== Supplied data

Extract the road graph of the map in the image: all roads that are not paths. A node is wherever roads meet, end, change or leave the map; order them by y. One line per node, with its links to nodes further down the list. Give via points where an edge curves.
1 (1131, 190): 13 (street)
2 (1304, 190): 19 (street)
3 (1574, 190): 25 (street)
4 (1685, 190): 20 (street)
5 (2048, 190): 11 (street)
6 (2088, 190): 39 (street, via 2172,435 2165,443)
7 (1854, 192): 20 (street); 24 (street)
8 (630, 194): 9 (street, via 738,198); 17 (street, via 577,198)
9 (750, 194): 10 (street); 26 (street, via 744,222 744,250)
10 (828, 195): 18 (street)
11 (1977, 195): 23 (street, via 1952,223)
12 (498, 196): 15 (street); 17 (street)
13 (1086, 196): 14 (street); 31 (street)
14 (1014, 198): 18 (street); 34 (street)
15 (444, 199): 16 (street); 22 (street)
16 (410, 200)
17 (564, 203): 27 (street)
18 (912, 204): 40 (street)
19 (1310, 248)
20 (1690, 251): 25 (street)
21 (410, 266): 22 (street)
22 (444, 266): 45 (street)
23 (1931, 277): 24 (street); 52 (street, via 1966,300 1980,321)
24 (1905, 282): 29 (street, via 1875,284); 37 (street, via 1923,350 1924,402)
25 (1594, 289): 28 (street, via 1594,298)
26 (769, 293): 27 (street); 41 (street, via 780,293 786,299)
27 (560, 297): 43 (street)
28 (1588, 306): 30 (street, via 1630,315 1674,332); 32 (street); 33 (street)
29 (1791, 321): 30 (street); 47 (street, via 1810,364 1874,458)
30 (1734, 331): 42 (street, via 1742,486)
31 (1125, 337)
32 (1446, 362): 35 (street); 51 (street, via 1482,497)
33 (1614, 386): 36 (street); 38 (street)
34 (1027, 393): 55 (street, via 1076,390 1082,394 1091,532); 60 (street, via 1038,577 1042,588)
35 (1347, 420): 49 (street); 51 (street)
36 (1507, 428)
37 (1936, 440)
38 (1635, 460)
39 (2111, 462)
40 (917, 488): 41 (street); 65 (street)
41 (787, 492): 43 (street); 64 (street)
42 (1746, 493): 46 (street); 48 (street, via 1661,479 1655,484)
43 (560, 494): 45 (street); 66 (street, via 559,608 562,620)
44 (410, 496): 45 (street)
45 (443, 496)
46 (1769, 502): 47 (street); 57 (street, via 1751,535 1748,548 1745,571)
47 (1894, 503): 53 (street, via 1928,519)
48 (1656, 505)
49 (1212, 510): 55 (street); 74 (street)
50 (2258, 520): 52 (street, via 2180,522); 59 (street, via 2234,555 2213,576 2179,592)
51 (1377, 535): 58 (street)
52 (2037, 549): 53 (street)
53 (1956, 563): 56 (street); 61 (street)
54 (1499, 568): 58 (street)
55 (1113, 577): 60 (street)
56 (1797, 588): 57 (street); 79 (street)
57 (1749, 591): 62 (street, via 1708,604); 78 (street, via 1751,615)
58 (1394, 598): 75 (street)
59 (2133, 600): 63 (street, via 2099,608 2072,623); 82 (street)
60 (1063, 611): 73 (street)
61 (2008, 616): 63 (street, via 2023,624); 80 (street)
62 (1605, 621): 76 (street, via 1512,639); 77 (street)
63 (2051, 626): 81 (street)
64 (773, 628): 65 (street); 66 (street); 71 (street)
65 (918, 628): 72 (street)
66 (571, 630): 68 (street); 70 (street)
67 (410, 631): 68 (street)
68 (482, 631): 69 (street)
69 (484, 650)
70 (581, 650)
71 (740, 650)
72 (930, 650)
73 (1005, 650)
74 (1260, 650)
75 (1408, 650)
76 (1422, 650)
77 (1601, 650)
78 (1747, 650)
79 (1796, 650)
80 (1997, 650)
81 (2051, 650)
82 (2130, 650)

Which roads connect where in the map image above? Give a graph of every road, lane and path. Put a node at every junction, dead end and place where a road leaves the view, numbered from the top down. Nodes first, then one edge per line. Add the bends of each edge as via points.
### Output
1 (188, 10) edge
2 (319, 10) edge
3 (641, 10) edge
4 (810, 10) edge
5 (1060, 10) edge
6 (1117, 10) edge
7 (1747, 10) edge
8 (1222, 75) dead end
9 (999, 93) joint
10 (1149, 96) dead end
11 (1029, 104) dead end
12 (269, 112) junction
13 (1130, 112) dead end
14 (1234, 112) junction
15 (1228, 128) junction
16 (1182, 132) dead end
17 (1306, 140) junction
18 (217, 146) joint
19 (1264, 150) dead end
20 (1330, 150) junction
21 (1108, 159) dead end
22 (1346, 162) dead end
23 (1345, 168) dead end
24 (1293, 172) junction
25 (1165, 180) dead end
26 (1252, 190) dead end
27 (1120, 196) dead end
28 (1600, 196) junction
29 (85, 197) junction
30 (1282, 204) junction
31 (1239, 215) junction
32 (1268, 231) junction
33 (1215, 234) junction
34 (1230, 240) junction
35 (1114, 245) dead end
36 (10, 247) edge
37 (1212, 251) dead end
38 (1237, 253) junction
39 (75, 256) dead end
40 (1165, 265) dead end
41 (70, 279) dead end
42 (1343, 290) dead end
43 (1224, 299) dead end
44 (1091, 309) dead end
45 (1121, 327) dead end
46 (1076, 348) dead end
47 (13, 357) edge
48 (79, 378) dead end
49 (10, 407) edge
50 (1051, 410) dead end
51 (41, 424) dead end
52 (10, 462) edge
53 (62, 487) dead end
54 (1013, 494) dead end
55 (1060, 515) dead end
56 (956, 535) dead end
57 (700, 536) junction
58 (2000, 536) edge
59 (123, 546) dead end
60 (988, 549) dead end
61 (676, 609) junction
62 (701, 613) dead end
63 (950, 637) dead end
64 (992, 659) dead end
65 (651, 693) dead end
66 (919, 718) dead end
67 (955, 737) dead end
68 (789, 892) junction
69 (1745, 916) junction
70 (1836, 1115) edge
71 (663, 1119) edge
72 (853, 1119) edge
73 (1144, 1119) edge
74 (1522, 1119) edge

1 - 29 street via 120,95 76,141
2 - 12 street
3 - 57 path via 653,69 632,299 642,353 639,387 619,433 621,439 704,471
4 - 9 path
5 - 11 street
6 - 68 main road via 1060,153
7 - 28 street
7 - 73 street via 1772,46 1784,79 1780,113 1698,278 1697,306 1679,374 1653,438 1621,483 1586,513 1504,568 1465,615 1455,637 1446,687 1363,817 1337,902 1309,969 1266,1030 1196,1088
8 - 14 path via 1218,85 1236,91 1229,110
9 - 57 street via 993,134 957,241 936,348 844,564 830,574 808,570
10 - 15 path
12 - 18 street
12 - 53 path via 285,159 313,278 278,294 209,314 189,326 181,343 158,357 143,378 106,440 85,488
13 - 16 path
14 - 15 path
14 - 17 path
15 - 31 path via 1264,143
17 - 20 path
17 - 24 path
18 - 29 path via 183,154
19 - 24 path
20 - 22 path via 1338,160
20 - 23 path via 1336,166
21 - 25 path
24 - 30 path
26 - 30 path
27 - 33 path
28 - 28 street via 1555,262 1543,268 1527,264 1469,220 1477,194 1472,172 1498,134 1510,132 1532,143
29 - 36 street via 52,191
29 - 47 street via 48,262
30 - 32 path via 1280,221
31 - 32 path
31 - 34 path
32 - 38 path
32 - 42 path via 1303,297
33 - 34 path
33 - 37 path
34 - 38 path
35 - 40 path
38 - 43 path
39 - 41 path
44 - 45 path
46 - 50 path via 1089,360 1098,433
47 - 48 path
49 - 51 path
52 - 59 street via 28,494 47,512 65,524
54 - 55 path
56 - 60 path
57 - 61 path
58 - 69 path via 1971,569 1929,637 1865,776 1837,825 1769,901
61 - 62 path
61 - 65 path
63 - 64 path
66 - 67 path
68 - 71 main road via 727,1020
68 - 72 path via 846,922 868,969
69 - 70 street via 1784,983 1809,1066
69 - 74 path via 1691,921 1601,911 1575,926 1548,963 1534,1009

====

- [Work order]: Collect from the data above every line that includes "points".

- [Reply to the task]:
Extract the road graph of the map in the image: all roads that are not paths. A node is wherever roads meet, end, change or leave the map; order them by y. One line per node, with its links to nodes further down the list. Give via points where an edge curves.
Which roads connect where in the map image above? Give a graph of every road, lane and path. Put a node at every junction, dead end and place where a road leaves the view, numbered from the top down. Nodes first, then one edge per line. Add the bends of each edge as via points.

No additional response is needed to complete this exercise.